The Truth About Charlie is the story of Regina (Thandie Newton), a young woman who comes home from a holiday to find her husband dead and their home and accounts cleaned out. Despite Regina’s claim to have no knowledge of where her dead husband’s fortune is, some very dangerous characters seem very convinced she has it and ought to hand it over to them.
Mark Wahlberg plays Joshua Peters, who conveniently arrives just when Regina is most alone and desperate. She falls for him only to learn (surprise, surprise) that his motives are not as clear or as gentlemanly as they seem.
The movie is a remake of Stanley Donen’s 1963 film Charade, starring Audrey Hepburn and Cary Grant, which has the same spies, lies and sexual tension as Charlie but blends them better. While Regina is almost incredibly naïve in both versions, it’s still easier to believe her buying the gentleman-helping-a-lady-in-distress act when the act comes from ultra-smooth Cary Grant.

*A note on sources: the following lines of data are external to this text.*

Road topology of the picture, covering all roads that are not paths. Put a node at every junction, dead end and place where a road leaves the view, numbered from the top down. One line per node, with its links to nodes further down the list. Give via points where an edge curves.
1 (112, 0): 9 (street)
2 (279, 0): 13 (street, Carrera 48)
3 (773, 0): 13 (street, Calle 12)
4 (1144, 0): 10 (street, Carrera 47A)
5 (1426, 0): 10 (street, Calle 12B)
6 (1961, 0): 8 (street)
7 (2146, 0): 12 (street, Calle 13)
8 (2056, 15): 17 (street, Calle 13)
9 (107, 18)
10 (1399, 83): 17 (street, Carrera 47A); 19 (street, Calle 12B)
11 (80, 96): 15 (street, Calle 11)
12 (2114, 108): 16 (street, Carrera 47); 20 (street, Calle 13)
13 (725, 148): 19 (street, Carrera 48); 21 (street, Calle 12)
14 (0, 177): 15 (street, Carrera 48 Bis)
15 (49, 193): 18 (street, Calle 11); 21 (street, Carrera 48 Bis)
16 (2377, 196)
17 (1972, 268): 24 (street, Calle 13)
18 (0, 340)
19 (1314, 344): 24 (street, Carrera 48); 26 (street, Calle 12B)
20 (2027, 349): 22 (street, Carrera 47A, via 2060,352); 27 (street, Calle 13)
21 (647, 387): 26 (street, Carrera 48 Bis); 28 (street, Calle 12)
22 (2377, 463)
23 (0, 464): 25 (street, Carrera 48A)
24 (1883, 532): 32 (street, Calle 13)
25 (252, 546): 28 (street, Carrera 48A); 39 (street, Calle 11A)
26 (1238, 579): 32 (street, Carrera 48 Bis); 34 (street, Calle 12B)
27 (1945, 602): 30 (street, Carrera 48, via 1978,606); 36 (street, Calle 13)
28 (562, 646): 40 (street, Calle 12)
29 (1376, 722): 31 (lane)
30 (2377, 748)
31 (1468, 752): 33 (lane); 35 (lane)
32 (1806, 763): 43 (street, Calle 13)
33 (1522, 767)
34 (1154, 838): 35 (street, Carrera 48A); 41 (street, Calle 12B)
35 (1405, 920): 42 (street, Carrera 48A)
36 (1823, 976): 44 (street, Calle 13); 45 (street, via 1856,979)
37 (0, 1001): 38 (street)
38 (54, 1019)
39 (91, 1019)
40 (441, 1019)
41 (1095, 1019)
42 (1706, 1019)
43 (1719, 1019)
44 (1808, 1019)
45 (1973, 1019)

The Truth About Charlie is most enjoyable when it breaks with the spy film’s conventional seriousness and pokes fun at the genre. Unfortunately, the original appears more willing to risk this self-satirizing and ends up pulling it off much better. These same moments in Charlie are more abrupt and surreal, and often occur at the expense of the story’s logic. One scene in a tango bar is especially funny, but the absurdity is a little jarring in the middle of all the serious spy stuff.
The bottom line is, The Truth About Charlie might make a good rental, but only if the video store in your area doesn’t carry Charade.